Let $K$ be the field of complex Hahn series with real exponents, i.e. \[K = \left\{ f = \sum_{r \in \mathbb{R}} a_r X^r ; \, \operatorname{supp}(f) \textrm{ is a well-ordered subset of } (\mathbb{R}, \ge) \right\},\] where $\operatorname{supp}( \sum_{r \in \mathbb{R}} a_r X^r ) := \{r \in \mathbb{R} ; \, a_r \neq 0\}$.

Let $R$ be the subring of $K$, defined as $R = \{f \in K ; \, \operatorname{supp}(f) \subseteq \mathbb{R}_{\ge 0}\}$. This is a local ring, with maximal ideal $\mathfrak{m} = \{f \in K ; \operatorname{supp}{f} \subseteq \mathbb{R}_{>0}\}$. The residue field $k= R/m \cong \mathbb{C}$ is an $R$-module.

I claim that $M = R/\mathfrak{m}$ is a counterexample, i.e. $\operatorname{Ext}_R^1(M,R/I) = 0$ for all ideals $I$ of $R$, yet $M$ is not a projective $R$-module.

Proof:

$M$ is not projective: If $M$ were projective, then $0 \to \mathfrak{m} \to R \to M \to 0$ would split, hence $\mathfrak{m}$ would be a quotient of $R$, so in particular it could be generated by one element.
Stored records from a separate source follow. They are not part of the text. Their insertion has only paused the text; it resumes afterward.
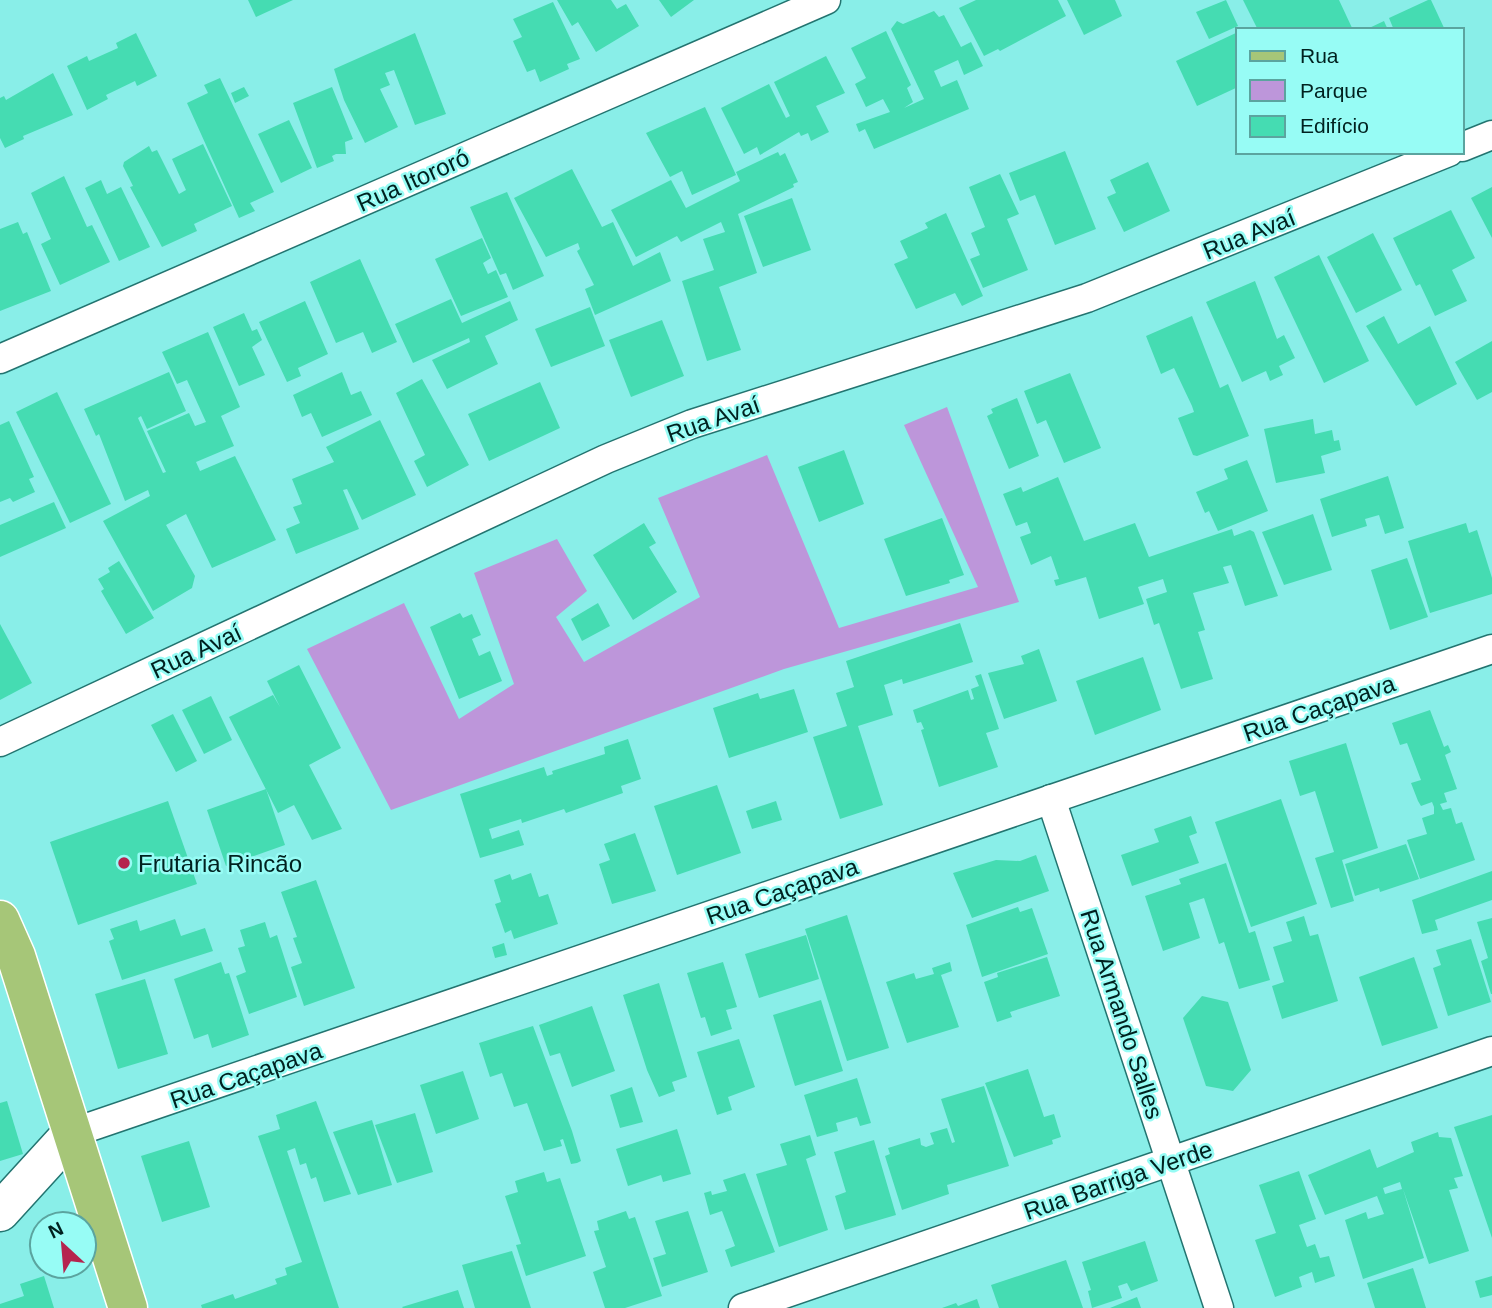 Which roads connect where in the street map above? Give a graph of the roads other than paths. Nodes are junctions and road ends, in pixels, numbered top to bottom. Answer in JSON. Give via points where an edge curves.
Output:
{"nodes":[{"id":1,"x":826,"y":0,"type":"edge"},
{"id":2,"x":1492,"y":135,"type":"edge"},
{"id":3,"x":1464,"y":146,"type":"edge"},
{"id":4,"x":1444,"y":154,"type":"edge"},
{"id":5,"x":0,"y":359,"type":"edge"},
{"id":6,"x":1492,"y":649,"type":"edge"},
{"id":7,"x":0,"y":742,"type":"edge"},
{"id":8,"x":1051,"y":799,"type":"junction"},
{"id":9,"x":0,"y":920,"type":"edge"},
{"id":10,"x":1492,"y":1051,"type":"edge"},
{"id":11,"x":72,"y":1133,"type":"junction"},
{"id":12,"x":1171,"y":1161,"type":"junction"},
{"id":13,"x":0,"y":1212,"type":"edge"},
{"id":14,"x":128,"y":1308,"type":"edge"},
{"id":15,"x":743,"y":1308,"type":"edge"},
{"id":16,"x":1219,"y":1308,"type":"edge"}],
"edges":[{"from":1,"to":5,"type":"street","name":"Rua Itororó"},
{"from":2,"to":3,"type":"street"},
{"from":4,"to":7,"type":"street","name":"Rua Avaí","via":[[1087,298],[692,424],[606,459]]},
{"from":6,"to":8,"type":"street","name":"Rua Caçapava"},
{"from":8,"to":11,"type":"street","name":"Rua Caçapava"},
{"from":8,"to":12,"type":"street","name":"Rua Armando Salles"},
{"from":9,"to":11,"type":"main road","via":[[16,956]]},
{"from":10,"to":12,"type":"street","name":"Rua Barriga Verde"},
{"from":11,"to":13,"type":"main road"},
{"from":11,"to":14,"type":"main road"},
{"from":12,"to":15,"type":"street","name":"Rua Barriga Verde"},
{"from":12,"to":16,"type":"street","name":"Rua Armando Salles"}]}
However $\mathfrak{m}$ is not a finitely generated ideal.

$\operatorname{Ext}_R^1(M,R/I) = 0$: The short exact sequence $0 \to \mathfrak{m} \to R \to M \to 0$ gives the long exact sequence \[ \begin{split} 0 &\to \operatorname{Hom}(M, R/I) \to \operatorname{Hom}(R, R/I) \to \operatorname{Hom}(\mathfrak{m}, R/I) \to \\ &\to \operatorname{Ext}^1(M, R/I) \to \operatorname{Ext}^1(R,R/I) \to \dotsm \end{split} \]

Here $\operatorname{Ext}^1(R,R/I) = 0$ since $R$ is projective. So it is enough to prove that $R/I = \operatorname{Hom}(R, R/I) \to \operatorname{Hom}(\mathfrak{m}, R/I)$ is surjective.

The ideals of $R$ are easy to describe: If $c \in \mathbb{R}_{\ge 0}$, then let $I_{\ge c} = (X^c)$ and $I_{>c} = (X^r ; \, r > c)$. Then every nonzero ideal is of the form $I_{\ge c}$ or $I_{>c}$. In particular $\mathfrak{m} = I_{>0}$.

If $I=0$: we need that $R = \operatorname{Hom}(R,R) \to \operatorname{Hom}(\mathfrak{m}, R)$ is surjective (in fact it is bijective). This is not hard to check (for $\varphi \in \operatorname{Hom}(\mathfrak{m}, R)$, show that $\varphi(X^r) \in I_{\ge r}$, and $X^{-r} \varphi(X^r) \in R$ is independent of $r>0$).

If $I=I_{\ge c}$: Let $\varphi \colon \mathfrak{m} \to R/I_{\ge c}$ be a homomorphism. We need to show that there is an $h \in R$ such that $\varphi(f) = f h + I_{\ge c}$. To prove this, look at $\varphi(X^r)$ and take $r \to 0$. If $r<c$, then $\varphi(X^r)$ will determine $h$ modulo $I_{\ge c-r}$. To finish the proof, we need that if $E \subseteq [0, c)$ such that $E \cap [0,d)$ is well-ordered for all $d<c$, then $E$ is also well-ordered.

For $I=I_{> c}$, the proof is almost the same.